Zone Diet? Atkin's Diet? Mediterranean Diet? Which one doesn't belong in this group? In my opinion, the Mediterranean Diet should have never even been called a diet; it's a lifestyle. It's not as if the Mediterraneans sat around a table thousands of years ago and said, "Hey, let's create a diet." Instead, families from that region—mothers, fathers, grandmothers, and children—sat around a table together, all sharing delicious meals and conversations.

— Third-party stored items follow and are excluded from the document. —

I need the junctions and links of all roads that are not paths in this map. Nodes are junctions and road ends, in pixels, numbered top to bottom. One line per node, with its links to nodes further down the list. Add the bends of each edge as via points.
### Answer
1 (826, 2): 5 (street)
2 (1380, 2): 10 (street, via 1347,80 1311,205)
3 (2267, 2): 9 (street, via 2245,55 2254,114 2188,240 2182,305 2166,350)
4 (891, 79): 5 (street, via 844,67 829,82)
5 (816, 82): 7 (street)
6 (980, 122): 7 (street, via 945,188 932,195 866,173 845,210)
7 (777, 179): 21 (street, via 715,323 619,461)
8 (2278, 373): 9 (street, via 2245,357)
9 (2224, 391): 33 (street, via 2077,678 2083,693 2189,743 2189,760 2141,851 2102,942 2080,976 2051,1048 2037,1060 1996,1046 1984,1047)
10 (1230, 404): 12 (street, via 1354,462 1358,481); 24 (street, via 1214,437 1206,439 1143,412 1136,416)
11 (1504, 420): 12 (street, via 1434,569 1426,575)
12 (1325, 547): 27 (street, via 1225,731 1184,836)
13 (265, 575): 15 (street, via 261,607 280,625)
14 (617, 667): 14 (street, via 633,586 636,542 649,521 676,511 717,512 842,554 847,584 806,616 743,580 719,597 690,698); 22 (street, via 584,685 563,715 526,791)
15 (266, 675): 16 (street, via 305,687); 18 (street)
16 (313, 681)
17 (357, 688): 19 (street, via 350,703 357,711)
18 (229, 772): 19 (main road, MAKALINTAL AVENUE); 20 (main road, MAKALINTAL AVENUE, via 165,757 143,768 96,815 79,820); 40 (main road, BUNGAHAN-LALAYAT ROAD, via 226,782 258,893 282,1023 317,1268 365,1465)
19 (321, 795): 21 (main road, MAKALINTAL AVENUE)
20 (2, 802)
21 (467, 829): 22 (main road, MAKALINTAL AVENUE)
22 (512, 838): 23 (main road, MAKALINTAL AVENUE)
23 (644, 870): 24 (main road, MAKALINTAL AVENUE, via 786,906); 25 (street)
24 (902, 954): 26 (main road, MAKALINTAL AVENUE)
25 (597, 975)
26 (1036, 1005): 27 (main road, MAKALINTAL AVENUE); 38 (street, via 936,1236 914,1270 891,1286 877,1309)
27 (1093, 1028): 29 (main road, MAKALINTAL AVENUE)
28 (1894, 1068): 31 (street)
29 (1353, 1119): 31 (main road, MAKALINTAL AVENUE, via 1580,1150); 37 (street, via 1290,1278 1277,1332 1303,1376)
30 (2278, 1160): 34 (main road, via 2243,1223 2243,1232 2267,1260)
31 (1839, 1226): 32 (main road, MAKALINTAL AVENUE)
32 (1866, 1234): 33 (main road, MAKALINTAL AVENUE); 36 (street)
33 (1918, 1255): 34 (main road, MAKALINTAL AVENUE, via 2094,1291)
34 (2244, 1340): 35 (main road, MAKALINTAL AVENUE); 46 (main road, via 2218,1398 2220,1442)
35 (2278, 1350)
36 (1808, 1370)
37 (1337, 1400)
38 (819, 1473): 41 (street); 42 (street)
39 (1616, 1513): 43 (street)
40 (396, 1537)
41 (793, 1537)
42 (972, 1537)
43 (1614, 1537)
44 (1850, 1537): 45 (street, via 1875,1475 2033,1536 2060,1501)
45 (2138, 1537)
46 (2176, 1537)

They ate food that was available and grown or raised locally.

Although I have visited Italy, France, and Spain, it wasn't until a recent trip to Turkey and Greece that I truly realized there isn't just one Mediterranean Diet; each country from that area has it's own distinctive foods and customs. In general, Mediterranean diets emphasize whole grains, vegetables, legumes, and fruit; less meat and poultry, more fish; and moderate amounts of wine. Their fat is derived mostly from heart-healthy olive oil, nuts, and avocado, and dairy sources are enjoyed mainly through yogurt and cheese.

Despite a history of colorful and culturally-rich cuisine, the obesity crisis that's plaguing our country has spread across the globe like an ink blot on a paper towel. It seems that in many Mediterranean households where both parents are working and kids are eating more than moving, the Mediterranean diet may not even be on their menu. It's as if the desire for convenience and low cost is trumping the need for valuing tradition and health.

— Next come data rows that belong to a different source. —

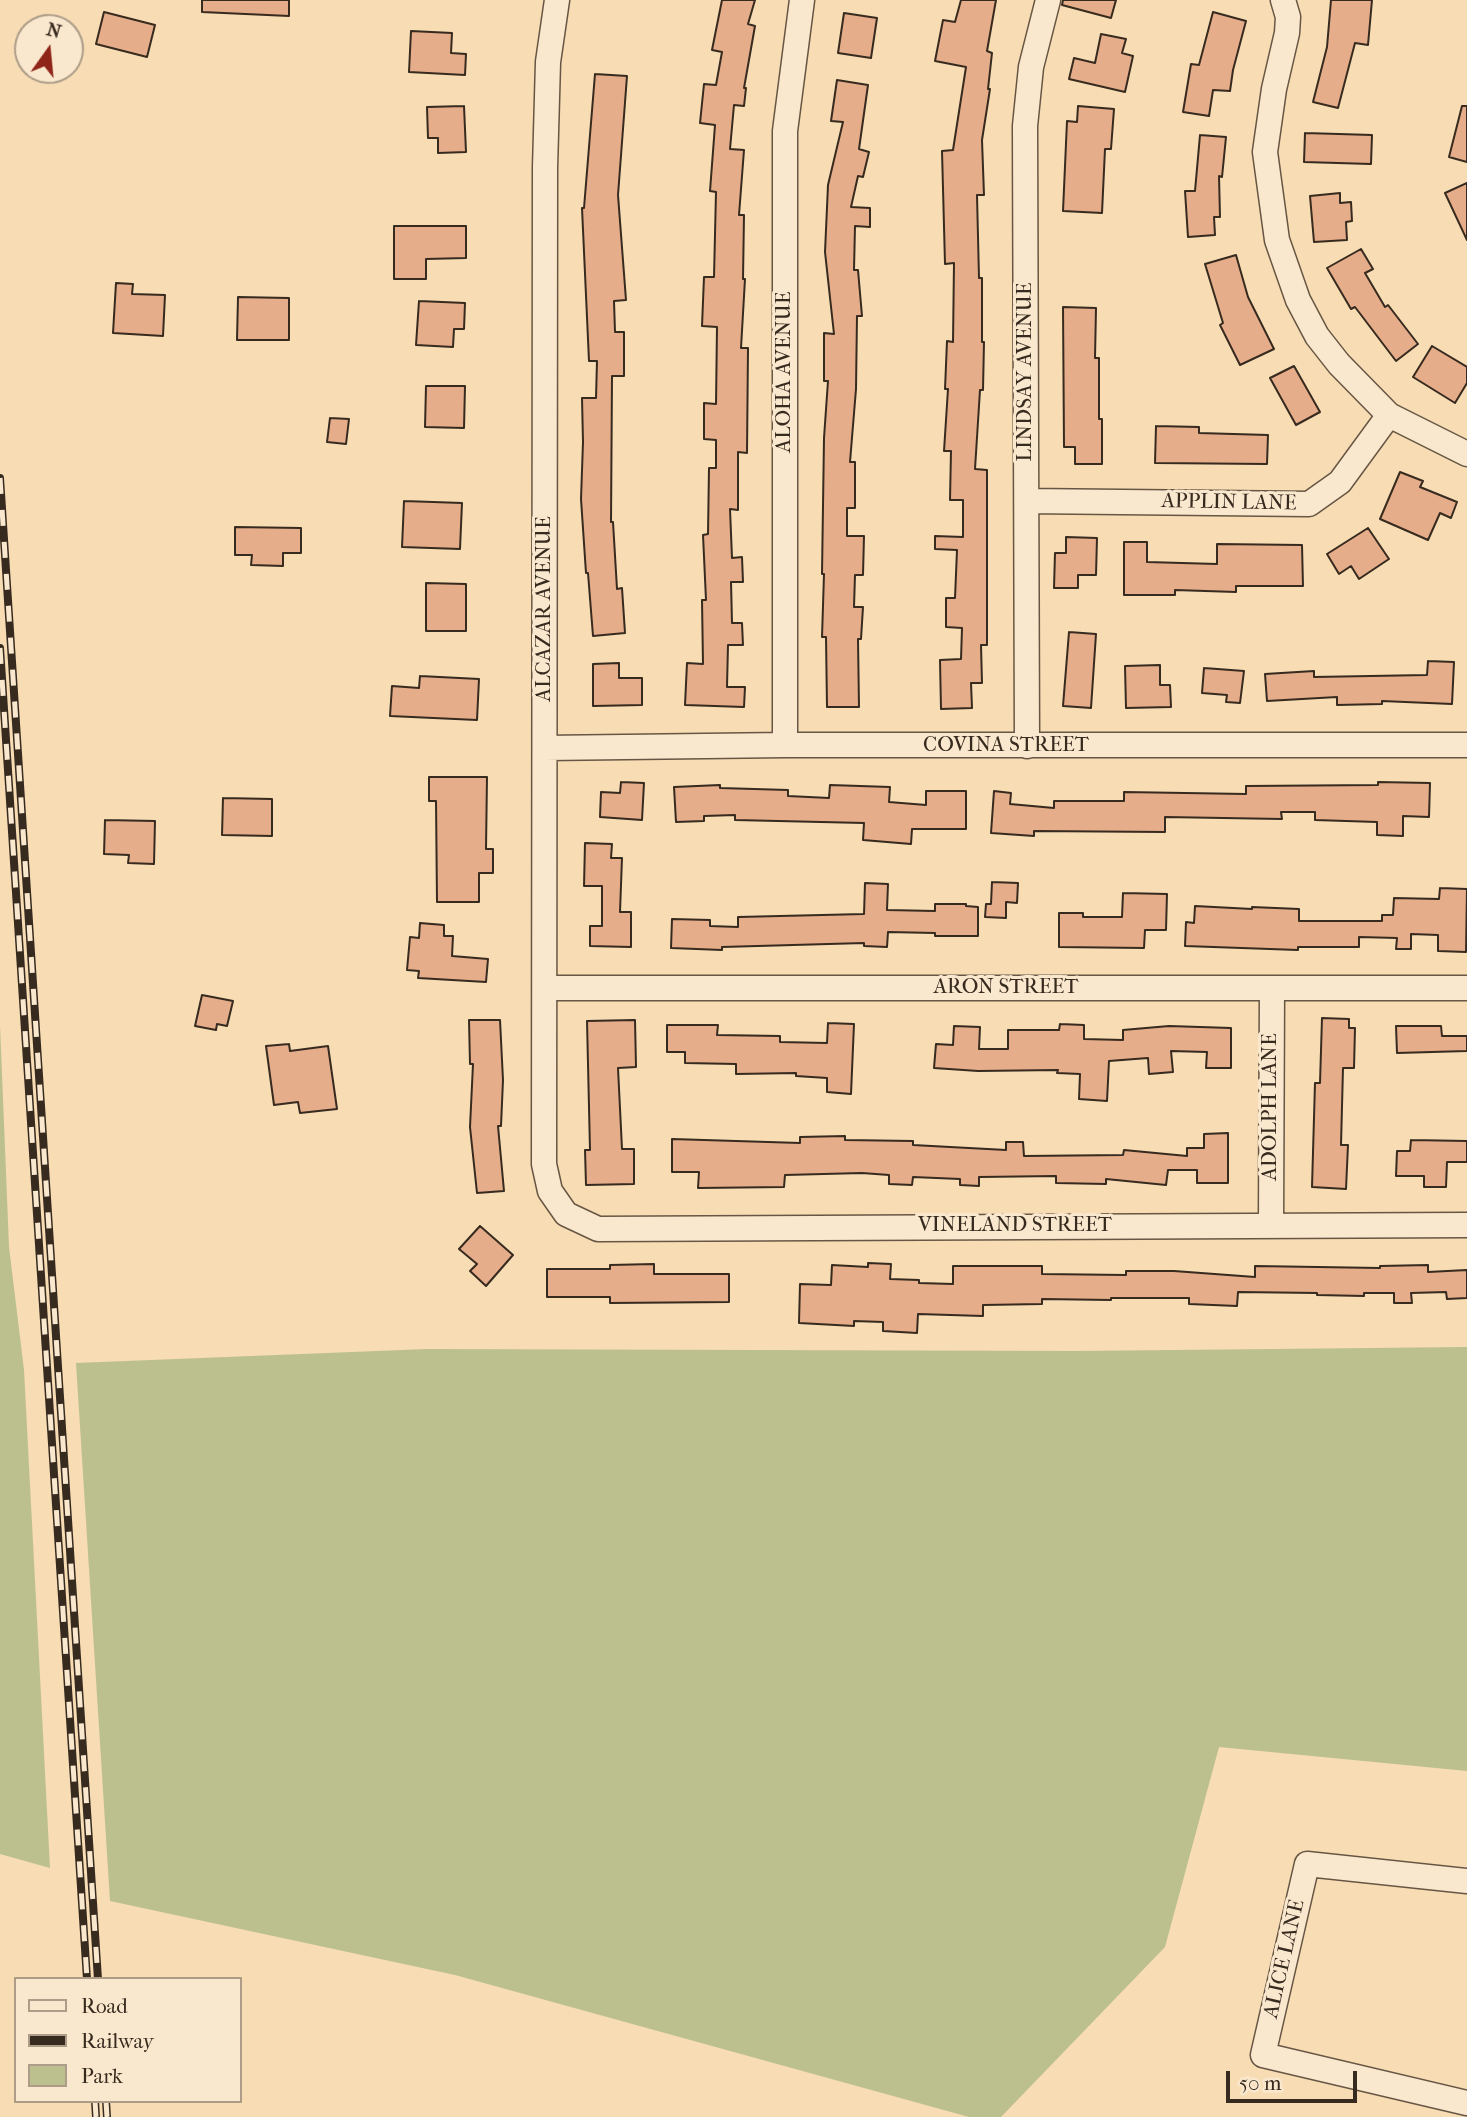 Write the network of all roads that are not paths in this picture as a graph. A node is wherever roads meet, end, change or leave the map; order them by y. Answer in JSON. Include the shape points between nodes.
{"nodes":[{"id":1,"x":558,"y":0,"type":"edge"},
{"id":2,"x":802,"y":0,"type":"edge"},
{"id":3,"x":1048,"y":0,"type":"edge"},
{"id":4,"x":1283,"y":0,"type":"edge"},
{"id":5,"x":1389,"y":415,"type":"junction"},
{"id":6,"x":1467,"y":454,"type":"edge"},
{"id":7,"x":1027,"y":501,"type":"junction"},
{"id":8,"x":785,"y":745,"type":"junction"},
{"id":9,"x":1467,"y":745,"type":"edge"},
{"id":10,"x":1027,"y":746,"type":"junction"},
{"id":11,"x":545,"y":748,"type":"junction"},
{"id":12,"x":545,"y":988,"type":"junction"},
{"id":13,"x":1272,"y":988,"type":"junction"},
{"id":14,"x":1467,"y":988,"type":"edge"},
{"id":15,"x":566,"y":1214,"type":"joint"},
{"id":16,"x":1271,"y":1225,"type":"junction"},
{"id":17,"x":1467,"y":1225,"type":"edge"},
{"id":18,"x":1467,"y":1881,"type":"edge"},
{"id":19,"x":1467,"y":2104,"type":"edge"}],
"edges":[{"from":1,"to":11,"type":"street","name":"ALCAZAR AVENUE","via":[[548,62],[545,178]]},
{"from":2,"to":8,"type":"street","name":"ALOHA AVENUE","via":[[785,131]]},
{"from":3,"to":7,"type":"street","name":"LINDSAY AVENUE","via":[[1031,67],[1025,126]]},
{"from":4,"to":5,"type":"street","via":[[1287,33],[1265,152],[1278,240],[1298,300],[1317,336]]},
{"from":5,"to":6,"type":"street"},
{"from":5,"to":7,"type":"street","name":"APPLIN LANE","via":[[1340,482],[1309,504]]},
{"from":7,"to":10,"type":"street","name":"LINDSAY AVENUE"},
{"from":8,"to":10,"type":"street","name":"COVINA STREET"},
{"from":8,"to":11,"type":"street","name":"COVINA STREET"},
{"from":9,"to":10,"type":"street","name":"COVINA STREET"},
{"from":11,"to":12,"type":"street","name":"ALCAZAR AVENUE"},
{"from":12,"to":13,"type":"street","name":"ARON STREET"},
{"from":12,"to":15,"type":"street","name":"ALCAZAR AVENUE","via":[[544,1164],[550,1191]]},
{"from":13,"to":14,"type":"street","name":"ARON STREET"},
{"from":13,"to":16,"type":"street","name":"ADOLPH LANE"},
{"from":15,"to":16,"type":"street","name":"VINELAND STREET","via":[[598,1228]]},
{"from":16,"to":17,"type":"street","name":"VINELAND STREET"},
{"from":18,"to":19,"type":"street","name":"ALICE LANE","via":[[1307,1864],[1263,2054]]}]}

So maybe it's time for us all to fill our plates with a helping of history. Here's how we can bring this diet back to our tables and into our hearts:

1. Find fish. Add fish to your diet at least three times a week. Focus on fatty varieties like salmon to get benefits from heart-healthy omega-3 fats and satisfying protein.

2. Go with the grain. Be sure the breads, cereals, and grains you choose are whole grains. It's easy to swap whole-wheat pasta for white types and brown rice for refined white rice. Be sure to check the ingredient list to see that "whole grain" or "whole wheat" is listed first.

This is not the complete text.